Two opinion pieces in today's New York Times put this in perspective.
In The Internet Gets Physical, Steve Lohr informs us that underneath the consumer web lies a digital future that is serious and focused on making our lives better. To put it another way, we seem to have come to a fork in the information superhighway.
...the protean Internet technologies of computing and communications are rapidly spreading beyond the lucrative consumer bailiwick. Low-cost sensors, clever software and advancing computer firepower are opening the door to new uses in energy conservation, transportation, health care and food distribution. The consumer Internet can be seen as the warm-up act for these technologies.
These technologies are a digital thermostat by a company called Nest Labs, sensors in fruit delivery trucks that can sniff out spoilage, and, in the future,
a smart hospital room, equipped with three small cameras, mounted inconspicuously on the ceiling. With software for analysis, the room can monitor movements by doctors and nurses in and out of the room, alerting them if they have forgotten to wash their hands before and after touching patients — lapses that contribute significantly to hospital-acquired infections. Computer vision software can analyze facial expressions for signs of severe pain, the onset of delirium or other hints of distress, and send an electronic alert to a nearby nurse.

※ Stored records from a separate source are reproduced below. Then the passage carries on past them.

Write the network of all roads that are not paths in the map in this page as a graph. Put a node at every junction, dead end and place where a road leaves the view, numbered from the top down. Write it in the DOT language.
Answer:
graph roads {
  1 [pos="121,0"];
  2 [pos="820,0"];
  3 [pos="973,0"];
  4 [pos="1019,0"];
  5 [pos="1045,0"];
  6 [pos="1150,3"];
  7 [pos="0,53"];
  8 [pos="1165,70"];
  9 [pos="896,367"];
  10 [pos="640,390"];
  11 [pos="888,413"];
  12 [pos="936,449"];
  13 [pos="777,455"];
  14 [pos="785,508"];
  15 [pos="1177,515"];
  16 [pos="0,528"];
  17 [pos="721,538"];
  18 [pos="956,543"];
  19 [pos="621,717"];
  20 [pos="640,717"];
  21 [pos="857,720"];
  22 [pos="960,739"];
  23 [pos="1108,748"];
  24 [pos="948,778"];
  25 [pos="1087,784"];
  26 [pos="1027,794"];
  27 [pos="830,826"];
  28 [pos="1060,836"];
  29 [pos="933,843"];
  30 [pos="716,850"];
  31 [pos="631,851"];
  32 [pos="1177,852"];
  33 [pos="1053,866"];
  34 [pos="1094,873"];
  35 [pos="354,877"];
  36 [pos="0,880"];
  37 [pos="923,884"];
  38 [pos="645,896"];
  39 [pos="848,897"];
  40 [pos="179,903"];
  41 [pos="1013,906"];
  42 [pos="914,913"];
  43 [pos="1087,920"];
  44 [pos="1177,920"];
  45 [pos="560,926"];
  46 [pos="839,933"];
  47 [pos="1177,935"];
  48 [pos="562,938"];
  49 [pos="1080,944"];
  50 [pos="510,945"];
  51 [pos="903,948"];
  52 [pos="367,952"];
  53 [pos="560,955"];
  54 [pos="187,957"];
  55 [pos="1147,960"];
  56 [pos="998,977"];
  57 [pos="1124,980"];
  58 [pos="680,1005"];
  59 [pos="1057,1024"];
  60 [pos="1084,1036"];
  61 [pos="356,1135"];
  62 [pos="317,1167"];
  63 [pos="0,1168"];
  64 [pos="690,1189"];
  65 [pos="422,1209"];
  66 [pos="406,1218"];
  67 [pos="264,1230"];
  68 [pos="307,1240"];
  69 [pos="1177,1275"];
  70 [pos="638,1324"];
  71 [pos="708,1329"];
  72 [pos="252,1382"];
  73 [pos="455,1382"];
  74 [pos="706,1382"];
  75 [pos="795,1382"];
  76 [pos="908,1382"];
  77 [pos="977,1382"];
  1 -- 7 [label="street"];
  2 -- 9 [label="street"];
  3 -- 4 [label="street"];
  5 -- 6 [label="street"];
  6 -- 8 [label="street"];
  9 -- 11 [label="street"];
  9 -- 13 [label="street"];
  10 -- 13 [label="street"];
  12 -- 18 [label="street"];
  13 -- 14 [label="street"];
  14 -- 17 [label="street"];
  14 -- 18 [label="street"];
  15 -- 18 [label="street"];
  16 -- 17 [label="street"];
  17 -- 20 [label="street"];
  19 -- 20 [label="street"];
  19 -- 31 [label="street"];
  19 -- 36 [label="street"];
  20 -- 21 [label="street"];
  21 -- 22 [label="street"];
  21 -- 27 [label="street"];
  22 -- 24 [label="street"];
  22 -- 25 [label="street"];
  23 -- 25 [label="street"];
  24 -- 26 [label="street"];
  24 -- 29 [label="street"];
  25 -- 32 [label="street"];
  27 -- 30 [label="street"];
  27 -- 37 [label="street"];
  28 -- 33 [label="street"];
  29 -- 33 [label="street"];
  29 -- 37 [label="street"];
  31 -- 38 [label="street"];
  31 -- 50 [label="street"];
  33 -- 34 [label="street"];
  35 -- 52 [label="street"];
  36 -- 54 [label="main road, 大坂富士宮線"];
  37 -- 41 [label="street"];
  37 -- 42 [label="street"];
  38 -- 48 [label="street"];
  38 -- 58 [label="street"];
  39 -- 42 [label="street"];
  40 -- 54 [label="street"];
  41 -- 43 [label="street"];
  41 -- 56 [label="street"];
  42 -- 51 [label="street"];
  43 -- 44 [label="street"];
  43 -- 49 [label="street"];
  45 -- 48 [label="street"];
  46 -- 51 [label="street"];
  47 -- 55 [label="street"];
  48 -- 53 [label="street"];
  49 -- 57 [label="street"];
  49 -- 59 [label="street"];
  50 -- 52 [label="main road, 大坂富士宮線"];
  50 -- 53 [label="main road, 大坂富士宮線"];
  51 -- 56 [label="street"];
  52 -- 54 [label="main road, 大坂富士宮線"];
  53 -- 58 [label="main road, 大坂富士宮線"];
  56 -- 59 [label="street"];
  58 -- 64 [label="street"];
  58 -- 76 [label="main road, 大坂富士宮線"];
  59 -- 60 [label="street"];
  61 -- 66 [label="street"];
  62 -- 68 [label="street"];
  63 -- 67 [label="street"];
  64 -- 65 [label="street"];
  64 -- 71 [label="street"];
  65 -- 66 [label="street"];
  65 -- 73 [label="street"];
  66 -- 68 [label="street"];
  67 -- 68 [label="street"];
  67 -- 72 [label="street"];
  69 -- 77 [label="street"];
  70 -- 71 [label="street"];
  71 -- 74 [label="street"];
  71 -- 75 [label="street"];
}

The examples are wide and varied, but the overarching theme is that small companies with big minded people are moving away from the consumer fun technologies that occupy our days to the work of melding technology and democracy for the betterment of society. These changes have been underway for a number of years, but as we've seen in Egypt, Libya, Russia, Wall Street and Main Street, the technology revolution is creating a dynamic where government and businesses need to respond more quickly to sudden shifts in the mood of both consumers and the body politic.
Examples of this change are the focus of Thomas Friedman's Help Wanted. As he says:
We are present again at one of those great unravelings — just like after World War I, World War II and the cold war. But this time there was no war. All of these states have been pulled down from within — without warning. Why?
The main driver, I believe, is the merger of globalization and the Information Technology revolution. Both of them achieved a critical mass in the first decade of the 21st century that has resulted in the democratization — all at once — of so many things that neither weak states nor weak companies can stand up against. We’ve seen the democratization of information, where everyone is now a publisher; the democratization of war-fighting, where individuals became superempowered (enough so, in the case of Al Qaeda, to take on a superpower); the democratization of innovation, wherein start-ups using free open-source software and “the cloud” can challenge global companies.
So, Congress notwithstanding, we are poised to enter an era of more widespread democratization, especially in the less industrialized areas of the world. Have we seen this before? Of course, and many of those promises were broken before they came to fruition. But this time we have the tools to expand democracy and commerce without having to rely on physical space, and we've already begun to fight. Witness what's already happened in just the past year:
“The days of leading countries or companies via a one-way conversation are over,” says Dov Seidman, the C.E.O. of LRN and the author of the book “How.” “Now you have to have a two-way conversation that connects deeply with your citizens or customers or employees.”
Netflix had a one-way conversation about raising prices with its customers, who instantly self-organized; some 800,000 bolted, and the stock plunged. Bank of America had a one-way conversation about charging a $5 fee on debit cards, and its customers forced the global bank to reverse itself and apologize. Putin thought he had power over his people and could impose whatever he wanted and is now being forced into a conversation to justify staying in power. Coca-Cola repackaged its flagship soft drink in white cans for the holidays. But an outcry of “blasphemy” from consumers forced Coke to switch back from white cans to red cans in a week. Last year, Gap ditched its new logo after a week of online backlash by customers.
Listening to consumers, voters and agitators. Organizing and assembling a coalition of people with similar interests. Ideas fighting money. These are the same issues that excited society with the advent of the printing press, the newspaper, radio and television. But those were mainly one-way conversations. We can now talk back, and so can the machines, sensors and software that are the leading edge of technological innovation.
This shift will have a great impact in schools, which will need to alter their policies banning cell phone and other devices in the classroom that students and teachers use to communicate. The present push to ban all cell phone use while driving will also need to be rethought because we rely on phones to get directions or report emergencies. In short, there is no going back to the old days of asking the gas station attendant to get information. There is only a sensible way forward. The road will be bumpy at first, but eventually ingenuity, experimentation and progress will rule the day.